Since May 2019, the patient received maintenance treatment with nivolumab alone (3 mg/kg every 2 weeks). After the fourth cycle of nivolumab, the right ptosis worsened again, concomitantly with a progressive increase of plasma ACTH (1147 pg/mL, 1248 pg/mL, 1431 pg/mL, and 2094 pg/mL after the fourth, seventh, eleventh, and twelfth cycle in November 2019, respectively). The increase in the pituitary mass (from 29 × 23 × 42 to 29 × 25 × 45 mm in July 2019) was initially considered to be non-significant, however the pituitary CT performed in February 2020 confirmed the local progression (38 × 28 × 54 mm). Regarding the liver metastases, in November 2019, the thoraco-abdominopelvic CT showed the progression of the liver metastasis that became visible after the start of the immunotherapy (22 mm vs. 14 mm in July and 11 mm in May), whereas the other liver metastases were stable, measuring 12, 11, and 4 mm. Radiofrequency ablation of this liver metastasis was performed in January 2020, and 1-2 months later, the concurrent stigma of the radiofrequency ablation on the CT scan, a complete metabolic response of the hepatic lesion on the 18F-FDG-PET/CT, and a decrease of plasma ACTH were observed. The three other liver metastases remained stable, measuring 12, 8, and 4 mm. At the last follow-up in April 2020, the plasma ACTH was stable (1530 pg/mL) in comparison with March, but higher than in February (1250 pg/mL). The patient died four days later of an unknown cause. As potential side-effects of nivolumab, the patient reported asthenia, anorexia, and progressive weight loss (5 kg).

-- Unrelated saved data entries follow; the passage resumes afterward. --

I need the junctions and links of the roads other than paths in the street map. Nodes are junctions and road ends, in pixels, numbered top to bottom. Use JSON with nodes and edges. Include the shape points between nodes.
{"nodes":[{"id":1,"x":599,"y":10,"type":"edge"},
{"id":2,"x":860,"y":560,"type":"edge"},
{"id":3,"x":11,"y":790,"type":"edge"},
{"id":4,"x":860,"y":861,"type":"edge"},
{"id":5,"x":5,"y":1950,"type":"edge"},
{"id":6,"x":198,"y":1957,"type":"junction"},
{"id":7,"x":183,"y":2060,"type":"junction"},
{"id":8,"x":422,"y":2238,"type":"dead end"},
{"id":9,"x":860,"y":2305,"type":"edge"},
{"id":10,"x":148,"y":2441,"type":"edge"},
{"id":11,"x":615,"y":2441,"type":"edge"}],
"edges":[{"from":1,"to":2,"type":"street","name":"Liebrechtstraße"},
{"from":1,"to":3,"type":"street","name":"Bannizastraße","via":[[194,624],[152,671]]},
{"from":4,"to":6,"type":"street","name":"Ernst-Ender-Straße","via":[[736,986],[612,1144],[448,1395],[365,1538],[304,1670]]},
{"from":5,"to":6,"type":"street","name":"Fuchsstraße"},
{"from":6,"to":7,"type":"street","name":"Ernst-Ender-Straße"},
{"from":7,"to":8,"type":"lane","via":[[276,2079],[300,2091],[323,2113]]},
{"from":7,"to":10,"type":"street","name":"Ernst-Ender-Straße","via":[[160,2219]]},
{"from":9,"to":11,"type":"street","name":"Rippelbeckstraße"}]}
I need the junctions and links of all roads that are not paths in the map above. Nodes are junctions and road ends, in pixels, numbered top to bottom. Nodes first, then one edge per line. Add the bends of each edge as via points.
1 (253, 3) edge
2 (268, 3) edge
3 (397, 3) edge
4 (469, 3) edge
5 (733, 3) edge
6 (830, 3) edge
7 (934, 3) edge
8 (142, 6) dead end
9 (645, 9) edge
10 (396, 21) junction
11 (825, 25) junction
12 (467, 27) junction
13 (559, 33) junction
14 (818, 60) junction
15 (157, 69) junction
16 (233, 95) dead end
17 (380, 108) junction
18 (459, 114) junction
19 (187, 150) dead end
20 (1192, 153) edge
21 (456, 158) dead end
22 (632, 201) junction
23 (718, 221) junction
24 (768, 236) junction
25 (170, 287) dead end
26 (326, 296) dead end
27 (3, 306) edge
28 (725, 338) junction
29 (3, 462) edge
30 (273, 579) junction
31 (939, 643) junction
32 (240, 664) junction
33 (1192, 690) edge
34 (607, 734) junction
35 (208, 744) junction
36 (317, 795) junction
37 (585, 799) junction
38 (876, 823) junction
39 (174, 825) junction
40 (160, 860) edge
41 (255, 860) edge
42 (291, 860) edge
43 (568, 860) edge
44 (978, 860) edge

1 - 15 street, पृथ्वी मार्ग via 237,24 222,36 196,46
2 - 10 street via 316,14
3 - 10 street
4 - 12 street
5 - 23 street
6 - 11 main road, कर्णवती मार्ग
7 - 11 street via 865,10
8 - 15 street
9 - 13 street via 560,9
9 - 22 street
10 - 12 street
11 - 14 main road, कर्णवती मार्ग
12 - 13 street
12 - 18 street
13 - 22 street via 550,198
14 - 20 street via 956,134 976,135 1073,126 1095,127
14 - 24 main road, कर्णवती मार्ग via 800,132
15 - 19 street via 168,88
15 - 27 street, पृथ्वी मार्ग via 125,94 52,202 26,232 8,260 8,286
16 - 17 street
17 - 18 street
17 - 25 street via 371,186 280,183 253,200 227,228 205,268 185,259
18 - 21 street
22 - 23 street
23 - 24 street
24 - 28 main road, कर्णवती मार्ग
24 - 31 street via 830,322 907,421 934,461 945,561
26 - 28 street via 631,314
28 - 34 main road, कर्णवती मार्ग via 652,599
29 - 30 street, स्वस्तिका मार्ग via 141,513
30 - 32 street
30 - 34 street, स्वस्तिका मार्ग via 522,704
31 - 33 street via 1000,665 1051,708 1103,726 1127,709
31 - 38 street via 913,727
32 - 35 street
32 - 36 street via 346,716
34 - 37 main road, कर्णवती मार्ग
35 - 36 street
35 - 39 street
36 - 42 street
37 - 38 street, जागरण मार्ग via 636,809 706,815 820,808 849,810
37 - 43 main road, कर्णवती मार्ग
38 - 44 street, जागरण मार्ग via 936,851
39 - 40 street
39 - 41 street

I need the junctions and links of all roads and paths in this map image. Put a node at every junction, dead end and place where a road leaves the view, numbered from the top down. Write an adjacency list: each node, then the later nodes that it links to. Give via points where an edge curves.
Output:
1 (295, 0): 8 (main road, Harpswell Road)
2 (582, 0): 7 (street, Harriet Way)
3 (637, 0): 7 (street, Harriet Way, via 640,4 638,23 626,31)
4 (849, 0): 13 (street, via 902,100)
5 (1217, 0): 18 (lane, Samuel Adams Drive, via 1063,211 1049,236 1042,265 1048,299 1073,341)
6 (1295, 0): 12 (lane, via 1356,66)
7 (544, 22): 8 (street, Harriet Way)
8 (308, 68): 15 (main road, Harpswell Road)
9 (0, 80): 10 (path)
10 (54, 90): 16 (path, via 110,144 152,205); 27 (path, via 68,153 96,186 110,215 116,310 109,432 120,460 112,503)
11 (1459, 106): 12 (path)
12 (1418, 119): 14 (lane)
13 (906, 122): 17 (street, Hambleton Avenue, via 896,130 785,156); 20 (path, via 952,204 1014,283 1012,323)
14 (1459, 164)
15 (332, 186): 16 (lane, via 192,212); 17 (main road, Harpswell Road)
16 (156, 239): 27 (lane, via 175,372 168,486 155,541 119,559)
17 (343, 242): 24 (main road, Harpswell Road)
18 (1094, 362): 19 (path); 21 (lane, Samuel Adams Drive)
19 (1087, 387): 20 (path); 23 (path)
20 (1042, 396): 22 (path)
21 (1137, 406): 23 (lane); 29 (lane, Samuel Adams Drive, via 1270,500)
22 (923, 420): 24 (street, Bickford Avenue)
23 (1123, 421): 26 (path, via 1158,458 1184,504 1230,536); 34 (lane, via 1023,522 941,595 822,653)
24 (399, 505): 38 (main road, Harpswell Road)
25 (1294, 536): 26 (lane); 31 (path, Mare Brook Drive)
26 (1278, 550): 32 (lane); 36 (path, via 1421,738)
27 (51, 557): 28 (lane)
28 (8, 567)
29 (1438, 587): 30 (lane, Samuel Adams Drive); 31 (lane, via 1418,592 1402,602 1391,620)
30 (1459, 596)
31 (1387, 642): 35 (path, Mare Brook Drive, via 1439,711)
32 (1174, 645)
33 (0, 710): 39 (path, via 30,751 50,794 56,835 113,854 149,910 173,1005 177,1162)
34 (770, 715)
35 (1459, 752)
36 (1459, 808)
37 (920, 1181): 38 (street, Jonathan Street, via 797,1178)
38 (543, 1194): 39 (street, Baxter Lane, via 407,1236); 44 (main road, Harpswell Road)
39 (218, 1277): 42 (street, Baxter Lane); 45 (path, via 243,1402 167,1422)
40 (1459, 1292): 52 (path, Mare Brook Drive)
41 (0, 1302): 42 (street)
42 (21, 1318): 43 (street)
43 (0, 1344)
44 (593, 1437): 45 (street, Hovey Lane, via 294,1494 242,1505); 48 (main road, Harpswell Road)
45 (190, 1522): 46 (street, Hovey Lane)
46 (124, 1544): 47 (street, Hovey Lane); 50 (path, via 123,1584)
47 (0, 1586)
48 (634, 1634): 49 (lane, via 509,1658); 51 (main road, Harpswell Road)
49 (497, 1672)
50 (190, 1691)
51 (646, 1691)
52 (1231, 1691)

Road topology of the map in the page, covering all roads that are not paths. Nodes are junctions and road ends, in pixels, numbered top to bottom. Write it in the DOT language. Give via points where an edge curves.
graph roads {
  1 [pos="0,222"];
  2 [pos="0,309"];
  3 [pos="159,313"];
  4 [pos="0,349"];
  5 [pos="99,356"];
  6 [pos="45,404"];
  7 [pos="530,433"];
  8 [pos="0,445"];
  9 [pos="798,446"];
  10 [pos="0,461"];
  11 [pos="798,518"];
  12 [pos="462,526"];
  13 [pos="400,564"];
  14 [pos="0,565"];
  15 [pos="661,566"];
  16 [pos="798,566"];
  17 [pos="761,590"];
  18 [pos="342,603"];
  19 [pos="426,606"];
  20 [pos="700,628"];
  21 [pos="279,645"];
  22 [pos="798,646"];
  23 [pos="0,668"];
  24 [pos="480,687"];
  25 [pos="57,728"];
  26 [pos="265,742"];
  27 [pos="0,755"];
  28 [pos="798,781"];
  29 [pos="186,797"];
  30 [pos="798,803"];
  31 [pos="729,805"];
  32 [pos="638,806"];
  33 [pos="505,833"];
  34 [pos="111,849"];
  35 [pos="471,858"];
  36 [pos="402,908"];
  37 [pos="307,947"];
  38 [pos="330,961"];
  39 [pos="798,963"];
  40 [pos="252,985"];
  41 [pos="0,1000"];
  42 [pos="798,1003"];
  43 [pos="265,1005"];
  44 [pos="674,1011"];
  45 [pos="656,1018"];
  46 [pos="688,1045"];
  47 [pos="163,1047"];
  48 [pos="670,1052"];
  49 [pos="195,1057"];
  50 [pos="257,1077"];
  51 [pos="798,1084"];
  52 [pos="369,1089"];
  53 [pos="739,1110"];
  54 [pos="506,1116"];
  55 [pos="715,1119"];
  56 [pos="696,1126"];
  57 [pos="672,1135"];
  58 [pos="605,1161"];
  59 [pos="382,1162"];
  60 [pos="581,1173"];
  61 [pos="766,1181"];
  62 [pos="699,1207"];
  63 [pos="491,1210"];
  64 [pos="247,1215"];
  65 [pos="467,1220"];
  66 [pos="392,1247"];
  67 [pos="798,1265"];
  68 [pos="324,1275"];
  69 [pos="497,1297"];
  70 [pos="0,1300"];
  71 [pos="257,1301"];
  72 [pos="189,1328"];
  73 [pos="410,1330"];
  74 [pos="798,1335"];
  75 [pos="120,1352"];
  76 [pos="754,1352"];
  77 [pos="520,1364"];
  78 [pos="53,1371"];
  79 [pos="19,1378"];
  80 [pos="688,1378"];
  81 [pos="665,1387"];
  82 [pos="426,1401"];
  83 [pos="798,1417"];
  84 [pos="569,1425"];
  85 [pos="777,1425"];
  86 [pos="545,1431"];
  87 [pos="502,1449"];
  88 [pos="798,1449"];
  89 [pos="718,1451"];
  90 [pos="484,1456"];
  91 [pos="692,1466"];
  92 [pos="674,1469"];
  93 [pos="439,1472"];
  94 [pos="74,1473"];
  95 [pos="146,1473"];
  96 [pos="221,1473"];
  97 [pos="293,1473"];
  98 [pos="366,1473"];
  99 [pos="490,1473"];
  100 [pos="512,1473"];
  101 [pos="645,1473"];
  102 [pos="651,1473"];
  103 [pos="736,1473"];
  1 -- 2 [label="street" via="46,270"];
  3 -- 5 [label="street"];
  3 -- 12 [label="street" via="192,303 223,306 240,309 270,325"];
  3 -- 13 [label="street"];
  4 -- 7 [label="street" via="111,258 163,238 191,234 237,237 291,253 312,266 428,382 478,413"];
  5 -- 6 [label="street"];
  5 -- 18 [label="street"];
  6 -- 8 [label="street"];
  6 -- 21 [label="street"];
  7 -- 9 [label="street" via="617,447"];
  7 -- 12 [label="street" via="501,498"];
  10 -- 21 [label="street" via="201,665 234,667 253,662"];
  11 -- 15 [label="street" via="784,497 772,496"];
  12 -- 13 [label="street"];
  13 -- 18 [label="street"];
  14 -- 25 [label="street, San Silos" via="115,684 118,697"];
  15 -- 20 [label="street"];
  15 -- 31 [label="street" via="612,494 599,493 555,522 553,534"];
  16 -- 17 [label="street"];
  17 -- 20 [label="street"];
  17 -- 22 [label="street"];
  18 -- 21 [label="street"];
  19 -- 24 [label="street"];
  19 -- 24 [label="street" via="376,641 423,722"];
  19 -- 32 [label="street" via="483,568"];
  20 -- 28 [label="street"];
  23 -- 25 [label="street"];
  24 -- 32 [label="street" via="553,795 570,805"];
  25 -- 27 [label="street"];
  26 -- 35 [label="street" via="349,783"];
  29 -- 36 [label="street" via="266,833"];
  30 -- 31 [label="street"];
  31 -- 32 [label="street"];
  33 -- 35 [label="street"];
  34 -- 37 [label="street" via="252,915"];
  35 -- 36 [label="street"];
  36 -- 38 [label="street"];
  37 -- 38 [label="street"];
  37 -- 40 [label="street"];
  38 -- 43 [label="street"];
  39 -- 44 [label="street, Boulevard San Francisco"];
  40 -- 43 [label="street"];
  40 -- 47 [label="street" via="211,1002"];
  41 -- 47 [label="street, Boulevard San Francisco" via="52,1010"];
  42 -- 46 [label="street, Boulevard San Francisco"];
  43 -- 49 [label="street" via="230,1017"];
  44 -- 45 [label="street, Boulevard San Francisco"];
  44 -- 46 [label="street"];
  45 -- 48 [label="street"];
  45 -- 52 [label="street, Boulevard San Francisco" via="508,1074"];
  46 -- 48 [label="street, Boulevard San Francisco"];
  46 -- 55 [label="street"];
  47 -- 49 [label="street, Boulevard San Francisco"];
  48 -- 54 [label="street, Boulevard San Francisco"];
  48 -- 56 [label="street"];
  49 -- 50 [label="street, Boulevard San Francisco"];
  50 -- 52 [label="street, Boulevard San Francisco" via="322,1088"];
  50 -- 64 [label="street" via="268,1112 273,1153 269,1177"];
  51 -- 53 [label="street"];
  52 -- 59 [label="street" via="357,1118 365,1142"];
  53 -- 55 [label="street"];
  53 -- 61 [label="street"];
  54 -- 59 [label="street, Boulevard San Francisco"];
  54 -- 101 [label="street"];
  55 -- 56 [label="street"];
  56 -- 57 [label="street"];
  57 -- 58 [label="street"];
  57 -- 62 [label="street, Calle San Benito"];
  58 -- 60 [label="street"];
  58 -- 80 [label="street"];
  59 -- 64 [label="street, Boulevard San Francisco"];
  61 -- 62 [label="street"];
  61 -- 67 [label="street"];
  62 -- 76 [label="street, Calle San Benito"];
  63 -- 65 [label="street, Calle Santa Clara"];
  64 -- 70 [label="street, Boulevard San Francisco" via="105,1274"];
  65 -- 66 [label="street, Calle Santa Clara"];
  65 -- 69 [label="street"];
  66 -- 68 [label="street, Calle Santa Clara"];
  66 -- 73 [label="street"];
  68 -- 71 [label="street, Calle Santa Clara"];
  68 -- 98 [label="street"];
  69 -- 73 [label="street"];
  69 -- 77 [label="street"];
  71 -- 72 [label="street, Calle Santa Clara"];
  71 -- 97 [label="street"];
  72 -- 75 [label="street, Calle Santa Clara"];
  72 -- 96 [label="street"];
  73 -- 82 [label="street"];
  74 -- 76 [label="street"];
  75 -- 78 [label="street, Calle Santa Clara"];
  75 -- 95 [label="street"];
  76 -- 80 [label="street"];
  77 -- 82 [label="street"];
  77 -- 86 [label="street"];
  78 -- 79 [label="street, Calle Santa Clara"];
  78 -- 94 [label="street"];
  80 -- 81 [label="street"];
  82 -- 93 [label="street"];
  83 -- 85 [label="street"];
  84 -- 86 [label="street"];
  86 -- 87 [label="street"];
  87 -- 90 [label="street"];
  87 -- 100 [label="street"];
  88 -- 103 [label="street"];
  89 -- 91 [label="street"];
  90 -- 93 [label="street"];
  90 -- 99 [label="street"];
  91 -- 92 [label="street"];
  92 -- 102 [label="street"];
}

Of note, for the hypercortisolism, the patient also received ketoconazole and mitotane (before the biochemical remission induced by the 10 cycles of temozolomide), and after relapse, metyrapone 1000-3000 mg/day from August 2015 to December 2018 (side-effects: abdominal pain, hair loss, and hirsutism), and mitotane up to 2000 mg/day since February 2017 (side-effects: anorexia and vertigo).
4. Patient #2
A 60-year-old male presented in August 2012 with visual disturbances and bitemporal hemianopsia, and was diagnosed with a prolactinoma based on the presence of an invasive pituitary tumor measuring 36 × 31 × 26 mm, and a prolactin level of 5130 ng/mL (N 2.30-14.7).
Figure 2A presents the evolution of the prolactin levels under the different treatments, while
Figure 2B presents the evolution of the pituitary mass.
Cabergoline 0.5 mg × 3/week was started, and then increased to 0.5 mg daily from January 2013, enabling a decrease of prolactin to 1330 ng/mL, concurrent with a 50% decrease in tumor volume in March 2013. Cabergoline was further increased and maintained at 1 mg daily from June 2013. Despite an initial further decrease in the tumor volume and recovery of visual signs (nadir prolactin level of 787 ng/mL), the patient presented with the recurrence of the left temporal hemianopsia in December 2015. The pituitary MRI showed rapid tumor regrowth between July and December 2015 (from 7 × 19 × 17 mm to 30 × 25 × 25 mm). The TSS performed in January 2016 was subtotal as a result of left cavernous sinus invasion, and revealed a proliferative tumor (Ki-67 index of 10%, 5 mitosis/10 HPFs), and was therefore classified as a grade 2b prolactinoma. Adjuvant fractionated RT (50.4 Gy in 30 fractions) was performed in 2016.
Following the first TSS, the patient was kept on 1 mg of cabergoline daily. At the end of 2018, the patient presented again with rapid tumor progression, with optic chiasm compression, for which a second TSS was performed in January 2019 (Ki-67 index 10–11%, 1 mitosis/10 HPFs). After surgery, cabergoline was further increased to a maximum of 10.5 mg/week and pasireotide 0.6–0.9 mg twice daily was administered for two months (ineffective and resulting in QT interval prolongation). The administration of temozolomide was decided, but due to the rapid tumor progression with a worsening of the visual field, decreasing visual acuity, and involvement of the left third cranial nerve, before starting temozolomide, a third TSS was performed in June 2019 (Ki-67 index 25%, >20 mitosis/10 HPFs). Neither the 18F-FDG PET/CT performed in June 2019 nor the medullary MRI performed in August 2019 found any metastasis.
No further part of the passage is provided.